I watched Zig Build System Basics yesterday and had some scattered thoughts about the build system.
First off, I think the build system has improved greatly since I picked up Zig in 0.11.0, and I think it’s heading in the right direction. However, I can’t help but complain about the boilerplate needed to set up a new project. I don’t use zig init because I don’t like all the comments and superfluous examples it puts in the generated files. It’s great for someone just getting started, but for someone who’s done it dozens of times it seems like it’s almost faster to just write it from scratch by hand each time than to use it and remove/rename the generated content. Lately, I haven’t been writing a build.zig and instead just putting all my logic into a single file and calling zig run myfile.zig or zig build-exe on it. However, the second I need a dependency, I write a build.zig.
I actually think a minimal zig init would be great: it wouldn’t add any comments to any of the generated files; it would add only the minimal subset of project setup (a build.zig that builds a single executable). I think it would also be nice to have another flag where we could specify whether we wanted to create a library (i.e. a .so or .a/.dll or .lib), a module, or an executable.
Most of my build.zigs look nearly identical (aside from some variable names). It’s not until I get much further downstream that I need to reach into the toolbox (addSystemCommand, linkSystemLibrary, etc.). In my experience, many projects I’ve seen on GitHub and elsewhere look nearly identical as well. It’s not until the package provides cross-platform behavior not found in the build system that the build.zig begins to change.

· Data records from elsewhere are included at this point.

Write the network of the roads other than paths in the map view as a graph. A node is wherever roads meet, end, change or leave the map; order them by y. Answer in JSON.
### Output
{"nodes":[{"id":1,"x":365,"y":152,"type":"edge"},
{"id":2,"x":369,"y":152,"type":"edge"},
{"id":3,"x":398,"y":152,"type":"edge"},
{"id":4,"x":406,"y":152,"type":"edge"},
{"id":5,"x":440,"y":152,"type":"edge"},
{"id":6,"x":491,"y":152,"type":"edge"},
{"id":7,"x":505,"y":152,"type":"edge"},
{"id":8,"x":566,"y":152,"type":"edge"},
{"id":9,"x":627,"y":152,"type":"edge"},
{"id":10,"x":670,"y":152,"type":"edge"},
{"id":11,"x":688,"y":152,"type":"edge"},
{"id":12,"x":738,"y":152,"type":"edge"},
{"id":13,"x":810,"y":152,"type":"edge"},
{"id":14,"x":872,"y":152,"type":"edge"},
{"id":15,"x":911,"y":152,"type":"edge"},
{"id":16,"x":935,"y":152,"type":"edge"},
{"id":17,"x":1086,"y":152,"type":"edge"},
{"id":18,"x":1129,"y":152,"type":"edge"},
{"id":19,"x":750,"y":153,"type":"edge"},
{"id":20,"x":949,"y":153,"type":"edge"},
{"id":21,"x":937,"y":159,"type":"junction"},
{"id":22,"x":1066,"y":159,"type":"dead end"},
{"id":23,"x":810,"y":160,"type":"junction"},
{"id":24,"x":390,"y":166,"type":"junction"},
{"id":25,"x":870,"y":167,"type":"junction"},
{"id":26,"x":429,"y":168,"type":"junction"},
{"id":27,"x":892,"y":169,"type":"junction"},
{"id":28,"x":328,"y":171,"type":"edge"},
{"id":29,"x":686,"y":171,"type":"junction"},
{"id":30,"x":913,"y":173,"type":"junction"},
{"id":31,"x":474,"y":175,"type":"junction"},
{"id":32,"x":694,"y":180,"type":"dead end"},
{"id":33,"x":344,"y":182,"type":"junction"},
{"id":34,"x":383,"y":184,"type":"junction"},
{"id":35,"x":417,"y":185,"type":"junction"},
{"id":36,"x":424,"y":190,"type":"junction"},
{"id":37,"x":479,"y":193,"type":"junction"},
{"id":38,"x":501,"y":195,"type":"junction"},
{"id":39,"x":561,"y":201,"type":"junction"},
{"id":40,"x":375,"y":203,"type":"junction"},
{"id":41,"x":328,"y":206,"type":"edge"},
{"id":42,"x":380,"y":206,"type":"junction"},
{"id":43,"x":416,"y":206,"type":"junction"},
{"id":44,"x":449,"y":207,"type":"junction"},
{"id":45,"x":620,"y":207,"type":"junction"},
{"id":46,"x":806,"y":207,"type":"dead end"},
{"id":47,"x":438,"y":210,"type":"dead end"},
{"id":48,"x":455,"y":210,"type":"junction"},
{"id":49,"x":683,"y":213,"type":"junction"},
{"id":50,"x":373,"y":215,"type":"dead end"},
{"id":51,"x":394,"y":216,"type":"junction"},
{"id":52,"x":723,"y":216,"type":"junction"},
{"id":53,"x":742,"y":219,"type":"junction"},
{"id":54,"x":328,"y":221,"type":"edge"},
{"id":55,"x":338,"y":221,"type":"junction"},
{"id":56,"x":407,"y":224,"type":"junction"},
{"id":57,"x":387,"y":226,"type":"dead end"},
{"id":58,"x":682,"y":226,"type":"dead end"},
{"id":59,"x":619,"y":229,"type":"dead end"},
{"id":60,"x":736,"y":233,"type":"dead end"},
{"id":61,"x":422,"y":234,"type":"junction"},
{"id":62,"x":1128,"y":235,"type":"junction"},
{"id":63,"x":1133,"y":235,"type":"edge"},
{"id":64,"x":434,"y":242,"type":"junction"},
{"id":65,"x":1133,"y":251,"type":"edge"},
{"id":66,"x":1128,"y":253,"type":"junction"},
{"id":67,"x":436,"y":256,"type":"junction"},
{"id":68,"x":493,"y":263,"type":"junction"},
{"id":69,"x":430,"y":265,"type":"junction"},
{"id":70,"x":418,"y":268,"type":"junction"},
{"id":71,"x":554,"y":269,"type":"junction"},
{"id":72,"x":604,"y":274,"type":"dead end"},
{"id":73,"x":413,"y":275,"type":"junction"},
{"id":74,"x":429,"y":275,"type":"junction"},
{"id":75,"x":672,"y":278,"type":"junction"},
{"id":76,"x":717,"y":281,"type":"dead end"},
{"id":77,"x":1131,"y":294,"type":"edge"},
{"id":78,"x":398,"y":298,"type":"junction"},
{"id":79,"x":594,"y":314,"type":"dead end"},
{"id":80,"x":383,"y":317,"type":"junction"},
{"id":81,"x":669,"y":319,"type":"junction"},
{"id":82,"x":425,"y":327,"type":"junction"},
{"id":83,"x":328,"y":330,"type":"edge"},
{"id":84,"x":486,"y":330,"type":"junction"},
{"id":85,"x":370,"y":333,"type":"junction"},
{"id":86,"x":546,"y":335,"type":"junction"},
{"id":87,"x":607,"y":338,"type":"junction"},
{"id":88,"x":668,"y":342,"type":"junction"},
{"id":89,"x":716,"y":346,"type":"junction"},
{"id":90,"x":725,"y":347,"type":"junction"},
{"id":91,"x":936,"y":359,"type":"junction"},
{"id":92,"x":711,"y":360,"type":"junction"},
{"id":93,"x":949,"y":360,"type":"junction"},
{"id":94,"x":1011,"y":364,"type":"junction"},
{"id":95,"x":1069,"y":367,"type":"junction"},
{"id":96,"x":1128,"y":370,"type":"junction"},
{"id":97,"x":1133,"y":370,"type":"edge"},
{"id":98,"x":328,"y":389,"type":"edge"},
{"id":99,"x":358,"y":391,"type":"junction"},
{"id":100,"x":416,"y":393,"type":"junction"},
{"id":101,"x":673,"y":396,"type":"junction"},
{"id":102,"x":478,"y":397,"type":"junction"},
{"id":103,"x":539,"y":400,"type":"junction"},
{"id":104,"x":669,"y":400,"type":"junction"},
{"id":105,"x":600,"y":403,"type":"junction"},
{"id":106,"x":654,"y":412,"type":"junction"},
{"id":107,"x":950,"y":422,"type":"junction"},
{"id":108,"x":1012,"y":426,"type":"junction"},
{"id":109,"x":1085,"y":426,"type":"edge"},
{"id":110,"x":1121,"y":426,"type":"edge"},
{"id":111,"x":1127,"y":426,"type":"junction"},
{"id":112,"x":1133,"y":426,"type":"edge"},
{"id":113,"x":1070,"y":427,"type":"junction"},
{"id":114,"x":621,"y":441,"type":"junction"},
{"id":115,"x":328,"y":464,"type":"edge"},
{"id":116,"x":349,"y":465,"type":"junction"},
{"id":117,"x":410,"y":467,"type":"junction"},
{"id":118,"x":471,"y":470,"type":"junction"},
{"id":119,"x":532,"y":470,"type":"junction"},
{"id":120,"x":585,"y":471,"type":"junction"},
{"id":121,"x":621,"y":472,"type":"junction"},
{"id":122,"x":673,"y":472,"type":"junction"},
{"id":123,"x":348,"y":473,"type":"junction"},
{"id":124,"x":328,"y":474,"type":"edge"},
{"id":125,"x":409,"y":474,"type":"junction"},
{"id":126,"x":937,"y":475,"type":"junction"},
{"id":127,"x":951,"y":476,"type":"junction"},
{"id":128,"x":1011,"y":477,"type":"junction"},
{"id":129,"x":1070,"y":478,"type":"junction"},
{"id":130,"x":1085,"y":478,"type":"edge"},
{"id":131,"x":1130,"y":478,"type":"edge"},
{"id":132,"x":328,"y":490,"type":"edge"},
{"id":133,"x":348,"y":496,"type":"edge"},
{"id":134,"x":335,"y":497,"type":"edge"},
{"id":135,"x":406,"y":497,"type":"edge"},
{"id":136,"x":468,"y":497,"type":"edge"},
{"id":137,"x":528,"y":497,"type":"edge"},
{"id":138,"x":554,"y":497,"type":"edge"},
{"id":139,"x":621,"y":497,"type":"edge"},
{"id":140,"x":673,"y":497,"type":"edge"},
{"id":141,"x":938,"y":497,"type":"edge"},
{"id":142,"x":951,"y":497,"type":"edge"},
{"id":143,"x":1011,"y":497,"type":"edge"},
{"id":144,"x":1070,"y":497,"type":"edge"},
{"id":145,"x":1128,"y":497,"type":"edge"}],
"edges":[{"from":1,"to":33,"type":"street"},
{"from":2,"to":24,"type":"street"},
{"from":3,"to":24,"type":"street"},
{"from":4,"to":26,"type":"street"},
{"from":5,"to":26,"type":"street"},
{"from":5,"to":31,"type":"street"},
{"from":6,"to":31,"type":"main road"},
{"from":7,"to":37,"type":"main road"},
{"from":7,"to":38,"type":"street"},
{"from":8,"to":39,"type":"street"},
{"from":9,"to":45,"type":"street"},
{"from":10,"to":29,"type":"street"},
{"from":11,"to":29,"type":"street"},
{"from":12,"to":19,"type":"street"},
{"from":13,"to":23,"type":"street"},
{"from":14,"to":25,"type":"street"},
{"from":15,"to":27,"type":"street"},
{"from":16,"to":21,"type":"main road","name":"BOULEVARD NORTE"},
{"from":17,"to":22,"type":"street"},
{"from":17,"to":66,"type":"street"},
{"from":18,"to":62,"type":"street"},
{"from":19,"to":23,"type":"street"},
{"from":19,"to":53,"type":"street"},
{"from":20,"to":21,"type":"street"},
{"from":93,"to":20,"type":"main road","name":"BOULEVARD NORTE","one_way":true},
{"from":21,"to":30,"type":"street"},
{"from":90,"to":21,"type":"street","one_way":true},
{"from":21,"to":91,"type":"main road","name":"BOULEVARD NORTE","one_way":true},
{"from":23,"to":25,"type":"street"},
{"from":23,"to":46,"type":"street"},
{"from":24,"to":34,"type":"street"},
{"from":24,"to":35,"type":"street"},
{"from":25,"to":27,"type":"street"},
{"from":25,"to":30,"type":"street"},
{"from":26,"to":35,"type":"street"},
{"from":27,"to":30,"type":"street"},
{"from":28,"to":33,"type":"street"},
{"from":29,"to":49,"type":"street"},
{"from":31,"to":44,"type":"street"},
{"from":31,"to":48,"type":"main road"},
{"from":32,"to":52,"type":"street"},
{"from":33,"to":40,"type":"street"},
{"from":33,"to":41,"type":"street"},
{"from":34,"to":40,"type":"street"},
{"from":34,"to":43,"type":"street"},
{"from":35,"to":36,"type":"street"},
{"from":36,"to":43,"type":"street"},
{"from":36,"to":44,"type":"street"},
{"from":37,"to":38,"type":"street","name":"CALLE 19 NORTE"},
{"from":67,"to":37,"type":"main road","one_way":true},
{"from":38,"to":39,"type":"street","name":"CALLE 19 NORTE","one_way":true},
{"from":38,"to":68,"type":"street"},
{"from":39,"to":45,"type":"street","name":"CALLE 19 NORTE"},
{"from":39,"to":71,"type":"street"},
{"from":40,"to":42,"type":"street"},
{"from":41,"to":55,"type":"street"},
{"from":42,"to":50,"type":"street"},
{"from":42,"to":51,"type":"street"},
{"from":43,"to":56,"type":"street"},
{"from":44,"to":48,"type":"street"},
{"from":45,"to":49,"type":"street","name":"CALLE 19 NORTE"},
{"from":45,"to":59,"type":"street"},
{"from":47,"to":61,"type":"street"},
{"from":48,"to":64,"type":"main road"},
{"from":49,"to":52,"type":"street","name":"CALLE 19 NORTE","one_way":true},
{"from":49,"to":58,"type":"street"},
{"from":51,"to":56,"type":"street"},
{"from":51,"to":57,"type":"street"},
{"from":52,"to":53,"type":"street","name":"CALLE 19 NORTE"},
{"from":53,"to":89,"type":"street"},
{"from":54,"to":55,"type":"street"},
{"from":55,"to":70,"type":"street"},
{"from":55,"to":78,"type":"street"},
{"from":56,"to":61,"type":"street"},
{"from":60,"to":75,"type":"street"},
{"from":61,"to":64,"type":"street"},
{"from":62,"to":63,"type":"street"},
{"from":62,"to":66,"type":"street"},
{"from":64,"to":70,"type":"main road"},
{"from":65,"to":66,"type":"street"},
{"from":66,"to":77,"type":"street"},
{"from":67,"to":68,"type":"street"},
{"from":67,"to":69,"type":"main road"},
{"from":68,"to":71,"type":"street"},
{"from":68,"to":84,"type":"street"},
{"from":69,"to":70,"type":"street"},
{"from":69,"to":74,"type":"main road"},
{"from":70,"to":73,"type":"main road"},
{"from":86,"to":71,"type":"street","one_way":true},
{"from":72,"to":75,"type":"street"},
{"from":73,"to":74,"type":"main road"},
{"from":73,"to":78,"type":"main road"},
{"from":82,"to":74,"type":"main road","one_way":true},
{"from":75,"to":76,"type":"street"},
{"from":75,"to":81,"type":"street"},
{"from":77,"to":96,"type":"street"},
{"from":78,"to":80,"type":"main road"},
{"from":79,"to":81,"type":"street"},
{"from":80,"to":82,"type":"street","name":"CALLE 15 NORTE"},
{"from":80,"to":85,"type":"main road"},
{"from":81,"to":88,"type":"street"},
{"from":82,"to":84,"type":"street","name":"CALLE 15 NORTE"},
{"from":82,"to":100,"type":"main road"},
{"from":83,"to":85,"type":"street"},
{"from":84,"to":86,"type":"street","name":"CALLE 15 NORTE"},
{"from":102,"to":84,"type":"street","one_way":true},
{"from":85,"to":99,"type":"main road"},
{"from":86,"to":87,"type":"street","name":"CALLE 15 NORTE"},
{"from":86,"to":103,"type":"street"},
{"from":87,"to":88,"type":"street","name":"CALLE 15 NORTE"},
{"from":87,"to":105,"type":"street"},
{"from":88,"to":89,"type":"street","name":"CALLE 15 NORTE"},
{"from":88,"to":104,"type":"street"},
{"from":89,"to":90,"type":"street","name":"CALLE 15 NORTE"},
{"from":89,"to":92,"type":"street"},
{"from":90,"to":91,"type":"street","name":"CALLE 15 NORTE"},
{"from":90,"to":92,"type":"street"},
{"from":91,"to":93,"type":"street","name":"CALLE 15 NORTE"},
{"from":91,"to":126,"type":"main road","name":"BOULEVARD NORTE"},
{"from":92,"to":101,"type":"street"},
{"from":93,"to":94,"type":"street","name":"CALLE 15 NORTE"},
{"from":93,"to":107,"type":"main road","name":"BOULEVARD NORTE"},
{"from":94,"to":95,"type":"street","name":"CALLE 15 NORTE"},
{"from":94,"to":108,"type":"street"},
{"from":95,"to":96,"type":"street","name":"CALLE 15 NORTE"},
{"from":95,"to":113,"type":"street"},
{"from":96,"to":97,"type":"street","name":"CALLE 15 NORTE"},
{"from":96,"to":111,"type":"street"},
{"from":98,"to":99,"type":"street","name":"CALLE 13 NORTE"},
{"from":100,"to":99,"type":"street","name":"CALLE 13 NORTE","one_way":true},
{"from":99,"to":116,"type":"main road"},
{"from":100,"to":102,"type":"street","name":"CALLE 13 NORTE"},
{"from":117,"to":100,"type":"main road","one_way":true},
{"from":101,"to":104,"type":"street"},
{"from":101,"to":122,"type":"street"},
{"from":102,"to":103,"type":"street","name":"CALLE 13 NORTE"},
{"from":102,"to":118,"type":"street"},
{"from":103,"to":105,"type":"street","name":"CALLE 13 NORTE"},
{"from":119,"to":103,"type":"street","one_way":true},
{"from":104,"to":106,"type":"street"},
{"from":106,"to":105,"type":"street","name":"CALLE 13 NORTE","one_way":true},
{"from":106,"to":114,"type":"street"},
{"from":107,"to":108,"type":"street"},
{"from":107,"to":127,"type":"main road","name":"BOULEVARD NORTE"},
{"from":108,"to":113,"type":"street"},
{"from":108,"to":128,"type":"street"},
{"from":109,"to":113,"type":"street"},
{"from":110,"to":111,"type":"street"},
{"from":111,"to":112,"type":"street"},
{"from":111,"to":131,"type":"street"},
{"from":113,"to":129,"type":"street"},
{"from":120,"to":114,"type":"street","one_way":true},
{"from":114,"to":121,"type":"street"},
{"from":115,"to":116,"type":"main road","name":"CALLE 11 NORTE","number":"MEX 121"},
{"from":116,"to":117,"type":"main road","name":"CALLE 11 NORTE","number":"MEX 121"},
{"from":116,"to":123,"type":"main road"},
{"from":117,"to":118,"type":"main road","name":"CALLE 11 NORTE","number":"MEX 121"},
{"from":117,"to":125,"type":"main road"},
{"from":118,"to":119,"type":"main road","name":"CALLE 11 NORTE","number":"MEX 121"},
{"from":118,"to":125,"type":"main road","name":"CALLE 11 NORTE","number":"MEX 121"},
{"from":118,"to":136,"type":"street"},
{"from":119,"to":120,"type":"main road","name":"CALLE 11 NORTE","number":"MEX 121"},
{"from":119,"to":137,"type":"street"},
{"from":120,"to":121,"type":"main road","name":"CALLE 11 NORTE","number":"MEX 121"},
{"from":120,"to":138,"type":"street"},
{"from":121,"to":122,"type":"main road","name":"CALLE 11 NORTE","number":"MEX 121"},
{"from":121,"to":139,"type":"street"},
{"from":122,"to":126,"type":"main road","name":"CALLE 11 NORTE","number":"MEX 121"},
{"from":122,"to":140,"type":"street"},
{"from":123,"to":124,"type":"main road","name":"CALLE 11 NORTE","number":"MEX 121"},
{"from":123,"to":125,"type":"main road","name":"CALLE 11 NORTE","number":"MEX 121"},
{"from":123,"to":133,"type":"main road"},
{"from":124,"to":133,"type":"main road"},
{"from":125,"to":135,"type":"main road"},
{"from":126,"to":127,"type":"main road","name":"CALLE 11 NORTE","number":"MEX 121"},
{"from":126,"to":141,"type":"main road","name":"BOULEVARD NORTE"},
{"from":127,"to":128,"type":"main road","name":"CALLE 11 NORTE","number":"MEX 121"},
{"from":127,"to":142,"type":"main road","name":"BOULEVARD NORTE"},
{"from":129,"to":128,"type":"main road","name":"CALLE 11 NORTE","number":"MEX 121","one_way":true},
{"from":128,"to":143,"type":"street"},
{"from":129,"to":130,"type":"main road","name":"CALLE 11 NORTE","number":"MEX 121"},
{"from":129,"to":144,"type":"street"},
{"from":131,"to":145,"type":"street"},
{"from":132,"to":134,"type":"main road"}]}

So, I was thinking: what if zig build could detect if build.zig.zon was present but build.zig was absent, and provide a default build.zig implementation based on some conventions. For example, if src/main.zig exists, it’s built into an executable and given the name retrieved from the name field in the build.zig.zon. Similarly, if src/root.zig exists, it’s built into a module that’s automatically added to the exe’s imports. Additionally, the default build script could parse the dependencies out of the build.zig.zon and add them as imports to the modules as well.
I feel like this would work for the vast majority of Zig users that are either just starting out or users that are building simple applications and tools that don’t need complex build logic. When a user does need more complex build logic, or they want to stray from the main.zig/root.zig convention, they can provide their own build.zig and it would function as it does now.
This idea is obviously not novel, and closely resembles Cargo for Rust: you don’t need a build.rs unless you need more complex build logic. However, my experience with Cargo and build.rs is that it’s more of a hook into the build system than the build system itself. Users could use zig build-exe directly, but I think zig build is more natural and human-friendly, whereas zig build-exe is intended to be wrapped by a higher-level script/application.
Anyways, that’s about all I have. Just some random thoughts. I’m not petitioning for a change or anything, but I would like to know what others think (except maybe some improvements/additions to zig init, that would be cool).